▶ ACTIVITY: For the data below, please report each line where the word "Puntuksenkaari" is found.

▶ THE RECORDS:
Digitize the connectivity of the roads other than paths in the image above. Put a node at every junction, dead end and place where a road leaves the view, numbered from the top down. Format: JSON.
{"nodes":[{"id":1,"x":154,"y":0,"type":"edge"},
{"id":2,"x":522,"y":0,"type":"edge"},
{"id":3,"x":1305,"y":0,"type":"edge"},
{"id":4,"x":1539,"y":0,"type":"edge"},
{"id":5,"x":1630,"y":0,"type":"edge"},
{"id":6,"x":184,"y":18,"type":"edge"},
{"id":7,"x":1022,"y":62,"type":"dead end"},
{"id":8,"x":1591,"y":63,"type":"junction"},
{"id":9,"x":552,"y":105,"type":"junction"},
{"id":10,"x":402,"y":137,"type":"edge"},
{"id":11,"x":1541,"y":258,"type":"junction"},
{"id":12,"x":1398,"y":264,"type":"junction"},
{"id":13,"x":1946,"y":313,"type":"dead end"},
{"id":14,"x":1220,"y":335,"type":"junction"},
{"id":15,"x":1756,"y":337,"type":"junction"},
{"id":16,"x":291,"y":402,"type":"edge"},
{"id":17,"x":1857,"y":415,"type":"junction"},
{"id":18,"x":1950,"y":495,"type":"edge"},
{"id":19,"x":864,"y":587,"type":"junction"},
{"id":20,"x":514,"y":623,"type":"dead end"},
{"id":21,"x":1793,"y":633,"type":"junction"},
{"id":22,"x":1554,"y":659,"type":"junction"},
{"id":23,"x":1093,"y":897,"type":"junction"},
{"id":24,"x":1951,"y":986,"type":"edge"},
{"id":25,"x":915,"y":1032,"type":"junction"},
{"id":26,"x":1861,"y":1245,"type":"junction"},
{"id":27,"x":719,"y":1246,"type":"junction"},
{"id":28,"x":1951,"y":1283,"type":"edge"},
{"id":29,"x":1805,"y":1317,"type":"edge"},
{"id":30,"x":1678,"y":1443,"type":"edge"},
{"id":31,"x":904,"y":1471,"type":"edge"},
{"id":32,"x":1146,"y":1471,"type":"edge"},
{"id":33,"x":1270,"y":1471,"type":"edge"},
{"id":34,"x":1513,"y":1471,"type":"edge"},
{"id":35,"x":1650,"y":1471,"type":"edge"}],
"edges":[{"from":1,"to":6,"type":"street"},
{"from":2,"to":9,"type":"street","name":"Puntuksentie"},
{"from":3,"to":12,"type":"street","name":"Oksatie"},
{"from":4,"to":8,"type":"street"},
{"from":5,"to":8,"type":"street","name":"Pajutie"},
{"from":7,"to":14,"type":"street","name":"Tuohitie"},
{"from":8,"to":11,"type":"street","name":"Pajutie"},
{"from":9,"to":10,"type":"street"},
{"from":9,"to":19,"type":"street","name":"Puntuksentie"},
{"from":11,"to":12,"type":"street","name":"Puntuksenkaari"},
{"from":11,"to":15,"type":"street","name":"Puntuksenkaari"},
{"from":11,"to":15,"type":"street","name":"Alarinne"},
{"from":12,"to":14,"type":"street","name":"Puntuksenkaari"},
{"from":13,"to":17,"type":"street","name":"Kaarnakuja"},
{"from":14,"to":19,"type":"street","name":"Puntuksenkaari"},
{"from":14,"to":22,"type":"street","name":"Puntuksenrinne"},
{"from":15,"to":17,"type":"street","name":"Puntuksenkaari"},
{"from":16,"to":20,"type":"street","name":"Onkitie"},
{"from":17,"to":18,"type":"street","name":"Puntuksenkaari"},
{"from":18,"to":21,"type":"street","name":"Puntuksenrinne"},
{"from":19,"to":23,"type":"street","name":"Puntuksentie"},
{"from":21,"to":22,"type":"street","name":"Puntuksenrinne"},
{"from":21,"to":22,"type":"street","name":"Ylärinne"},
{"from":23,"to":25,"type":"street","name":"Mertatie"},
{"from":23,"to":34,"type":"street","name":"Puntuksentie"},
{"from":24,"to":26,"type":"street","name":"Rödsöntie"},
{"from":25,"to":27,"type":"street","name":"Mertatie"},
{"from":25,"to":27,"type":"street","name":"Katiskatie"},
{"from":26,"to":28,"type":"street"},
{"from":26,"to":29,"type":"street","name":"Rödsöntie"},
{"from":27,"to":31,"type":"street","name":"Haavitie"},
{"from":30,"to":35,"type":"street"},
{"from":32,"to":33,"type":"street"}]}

▶ ANSWER TO THIS PROBLEM:
{"from":11,"to":12,"type":"street","name":"Puntuksenkaari"},
{"from":11,"to":15,"type":"street","name":"Puntuksenkaari"},
{"from":12,"to":14,"type":"street","name":"Puntuksenkaari"},
{"from":14,"to":19,"type":"street","name":"Puntuksenkaari"},
{"from":15,"to":17,"type":"street","name":"Puntuksenkaari"},
{"from":17,"to":18,"type":"street","name":"Puntuksenkaari"},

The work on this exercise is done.